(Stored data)
+++

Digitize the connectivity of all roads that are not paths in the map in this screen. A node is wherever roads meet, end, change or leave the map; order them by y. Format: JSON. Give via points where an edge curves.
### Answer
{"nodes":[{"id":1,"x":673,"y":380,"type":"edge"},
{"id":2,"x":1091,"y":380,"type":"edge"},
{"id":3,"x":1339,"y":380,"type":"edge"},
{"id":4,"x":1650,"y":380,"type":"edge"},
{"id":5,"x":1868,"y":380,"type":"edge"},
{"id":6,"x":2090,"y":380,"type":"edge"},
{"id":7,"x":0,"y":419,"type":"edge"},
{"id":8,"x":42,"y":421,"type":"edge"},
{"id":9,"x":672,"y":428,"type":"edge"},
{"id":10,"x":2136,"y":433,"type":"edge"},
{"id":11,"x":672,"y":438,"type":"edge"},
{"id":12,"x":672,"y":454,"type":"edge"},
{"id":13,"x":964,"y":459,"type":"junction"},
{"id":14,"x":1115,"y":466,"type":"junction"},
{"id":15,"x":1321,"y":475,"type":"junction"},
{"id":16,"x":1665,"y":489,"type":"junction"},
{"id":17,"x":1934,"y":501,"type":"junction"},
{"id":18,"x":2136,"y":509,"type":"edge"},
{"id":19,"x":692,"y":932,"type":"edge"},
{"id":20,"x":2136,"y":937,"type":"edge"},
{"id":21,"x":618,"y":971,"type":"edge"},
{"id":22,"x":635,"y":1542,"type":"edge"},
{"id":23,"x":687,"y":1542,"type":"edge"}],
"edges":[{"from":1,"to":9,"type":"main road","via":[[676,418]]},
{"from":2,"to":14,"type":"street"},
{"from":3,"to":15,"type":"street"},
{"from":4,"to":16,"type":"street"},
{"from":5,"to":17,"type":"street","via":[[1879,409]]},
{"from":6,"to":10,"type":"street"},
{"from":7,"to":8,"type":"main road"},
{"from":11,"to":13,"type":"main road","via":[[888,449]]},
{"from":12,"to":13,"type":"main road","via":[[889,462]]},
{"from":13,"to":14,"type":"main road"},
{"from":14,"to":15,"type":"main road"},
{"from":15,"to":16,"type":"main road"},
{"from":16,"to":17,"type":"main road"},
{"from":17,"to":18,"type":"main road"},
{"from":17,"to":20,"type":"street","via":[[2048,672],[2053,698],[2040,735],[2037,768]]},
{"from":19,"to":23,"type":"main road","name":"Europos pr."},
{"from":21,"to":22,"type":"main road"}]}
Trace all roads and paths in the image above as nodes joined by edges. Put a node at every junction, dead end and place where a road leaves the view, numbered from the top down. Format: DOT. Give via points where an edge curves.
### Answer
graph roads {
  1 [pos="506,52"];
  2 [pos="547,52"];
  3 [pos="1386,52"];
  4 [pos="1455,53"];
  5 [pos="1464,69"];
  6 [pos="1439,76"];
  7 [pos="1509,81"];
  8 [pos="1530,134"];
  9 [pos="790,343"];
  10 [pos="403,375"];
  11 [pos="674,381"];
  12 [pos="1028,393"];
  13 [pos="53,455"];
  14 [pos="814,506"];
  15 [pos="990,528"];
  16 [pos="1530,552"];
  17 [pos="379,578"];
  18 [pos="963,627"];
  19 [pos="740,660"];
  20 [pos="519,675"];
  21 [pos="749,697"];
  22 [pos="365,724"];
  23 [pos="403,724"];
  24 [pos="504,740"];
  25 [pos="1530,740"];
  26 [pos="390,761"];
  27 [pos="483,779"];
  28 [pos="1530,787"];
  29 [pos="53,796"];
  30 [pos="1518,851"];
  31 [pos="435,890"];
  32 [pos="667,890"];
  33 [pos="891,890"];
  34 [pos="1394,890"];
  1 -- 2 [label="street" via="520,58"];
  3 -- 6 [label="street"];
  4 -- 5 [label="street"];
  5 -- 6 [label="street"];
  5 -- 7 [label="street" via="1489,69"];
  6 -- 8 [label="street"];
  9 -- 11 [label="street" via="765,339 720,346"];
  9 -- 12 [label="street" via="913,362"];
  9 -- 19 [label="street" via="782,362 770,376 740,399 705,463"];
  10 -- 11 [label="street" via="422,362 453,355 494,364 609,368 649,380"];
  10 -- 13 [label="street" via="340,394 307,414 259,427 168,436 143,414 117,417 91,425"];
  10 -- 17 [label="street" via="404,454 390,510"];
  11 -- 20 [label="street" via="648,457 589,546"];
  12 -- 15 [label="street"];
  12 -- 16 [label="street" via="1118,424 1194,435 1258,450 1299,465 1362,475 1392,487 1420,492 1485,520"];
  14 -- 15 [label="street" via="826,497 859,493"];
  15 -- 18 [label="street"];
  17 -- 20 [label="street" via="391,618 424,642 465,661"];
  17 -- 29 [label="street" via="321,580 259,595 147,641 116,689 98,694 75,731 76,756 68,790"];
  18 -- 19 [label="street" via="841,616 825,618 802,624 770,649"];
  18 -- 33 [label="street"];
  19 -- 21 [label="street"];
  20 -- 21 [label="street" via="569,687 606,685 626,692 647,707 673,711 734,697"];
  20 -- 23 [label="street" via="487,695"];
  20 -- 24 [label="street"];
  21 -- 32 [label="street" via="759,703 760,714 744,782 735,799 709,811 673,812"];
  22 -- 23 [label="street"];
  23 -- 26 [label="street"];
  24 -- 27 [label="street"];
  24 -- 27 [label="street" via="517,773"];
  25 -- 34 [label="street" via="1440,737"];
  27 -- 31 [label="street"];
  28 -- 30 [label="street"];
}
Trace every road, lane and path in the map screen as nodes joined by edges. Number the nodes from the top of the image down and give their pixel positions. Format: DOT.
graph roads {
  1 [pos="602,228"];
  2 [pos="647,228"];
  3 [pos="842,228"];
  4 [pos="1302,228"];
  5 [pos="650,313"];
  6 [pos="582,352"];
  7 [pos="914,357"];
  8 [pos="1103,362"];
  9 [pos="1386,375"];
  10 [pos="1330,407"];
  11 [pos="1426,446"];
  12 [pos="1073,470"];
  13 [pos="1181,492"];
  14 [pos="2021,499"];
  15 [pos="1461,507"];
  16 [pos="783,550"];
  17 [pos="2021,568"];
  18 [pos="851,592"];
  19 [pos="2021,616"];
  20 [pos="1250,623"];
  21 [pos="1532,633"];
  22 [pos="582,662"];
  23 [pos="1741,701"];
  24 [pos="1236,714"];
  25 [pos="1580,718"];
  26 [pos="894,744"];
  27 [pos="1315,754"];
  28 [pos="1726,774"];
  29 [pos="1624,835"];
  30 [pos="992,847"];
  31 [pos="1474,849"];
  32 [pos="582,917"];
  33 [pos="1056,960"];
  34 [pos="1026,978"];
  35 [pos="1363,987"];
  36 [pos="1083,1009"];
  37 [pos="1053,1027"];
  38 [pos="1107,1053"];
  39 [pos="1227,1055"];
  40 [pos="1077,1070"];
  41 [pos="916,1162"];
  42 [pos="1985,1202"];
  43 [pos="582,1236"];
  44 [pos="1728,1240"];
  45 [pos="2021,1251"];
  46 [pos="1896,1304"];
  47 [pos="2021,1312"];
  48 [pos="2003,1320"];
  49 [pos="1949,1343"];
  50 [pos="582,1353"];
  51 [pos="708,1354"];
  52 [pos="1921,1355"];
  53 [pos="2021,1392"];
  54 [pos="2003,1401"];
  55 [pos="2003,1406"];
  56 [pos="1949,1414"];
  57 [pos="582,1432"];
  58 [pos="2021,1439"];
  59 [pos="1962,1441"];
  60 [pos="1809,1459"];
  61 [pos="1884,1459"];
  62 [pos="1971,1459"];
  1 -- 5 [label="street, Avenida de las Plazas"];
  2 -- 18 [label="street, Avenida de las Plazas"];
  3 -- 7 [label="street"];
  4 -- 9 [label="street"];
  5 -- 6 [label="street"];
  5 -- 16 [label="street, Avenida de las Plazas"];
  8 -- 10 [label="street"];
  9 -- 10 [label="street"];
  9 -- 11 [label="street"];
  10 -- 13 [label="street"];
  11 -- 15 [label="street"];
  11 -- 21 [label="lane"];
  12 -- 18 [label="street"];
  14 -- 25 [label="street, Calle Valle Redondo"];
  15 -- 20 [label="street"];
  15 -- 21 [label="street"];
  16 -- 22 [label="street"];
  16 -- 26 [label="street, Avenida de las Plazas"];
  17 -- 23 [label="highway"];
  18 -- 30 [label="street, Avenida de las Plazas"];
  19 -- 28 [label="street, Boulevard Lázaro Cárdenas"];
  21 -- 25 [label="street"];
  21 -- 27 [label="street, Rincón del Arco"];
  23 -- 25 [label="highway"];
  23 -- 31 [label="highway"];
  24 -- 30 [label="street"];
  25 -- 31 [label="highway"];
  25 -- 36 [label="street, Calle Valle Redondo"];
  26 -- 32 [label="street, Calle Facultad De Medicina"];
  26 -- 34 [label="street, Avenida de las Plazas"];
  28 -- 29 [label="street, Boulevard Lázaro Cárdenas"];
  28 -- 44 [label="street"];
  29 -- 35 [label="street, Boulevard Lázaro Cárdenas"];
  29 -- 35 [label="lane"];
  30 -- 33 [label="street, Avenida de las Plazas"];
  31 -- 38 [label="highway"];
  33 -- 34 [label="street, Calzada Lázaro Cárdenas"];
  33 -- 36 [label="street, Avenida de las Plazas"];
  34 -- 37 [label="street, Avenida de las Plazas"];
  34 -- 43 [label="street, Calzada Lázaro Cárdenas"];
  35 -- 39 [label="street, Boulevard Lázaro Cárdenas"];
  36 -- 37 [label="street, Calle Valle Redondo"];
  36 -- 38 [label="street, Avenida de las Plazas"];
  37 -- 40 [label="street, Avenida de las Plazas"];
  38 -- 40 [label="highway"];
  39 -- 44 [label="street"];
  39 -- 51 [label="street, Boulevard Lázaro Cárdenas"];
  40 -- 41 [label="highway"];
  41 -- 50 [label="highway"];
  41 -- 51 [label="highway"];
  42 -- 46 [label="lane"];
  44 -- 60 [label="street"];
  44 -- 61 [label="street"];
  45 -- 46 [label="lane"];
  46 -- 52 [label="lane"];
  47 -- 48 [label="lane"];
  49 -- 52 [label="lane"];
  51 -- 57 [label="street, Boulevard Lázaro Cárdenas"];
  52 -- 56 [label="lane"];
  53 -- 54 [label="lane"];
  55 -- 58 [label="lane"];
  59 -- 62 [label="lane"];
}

+++

■ Work task
The total, and nothing more: how many lines in the entries contain "Plazas"?

■ Worked solution
11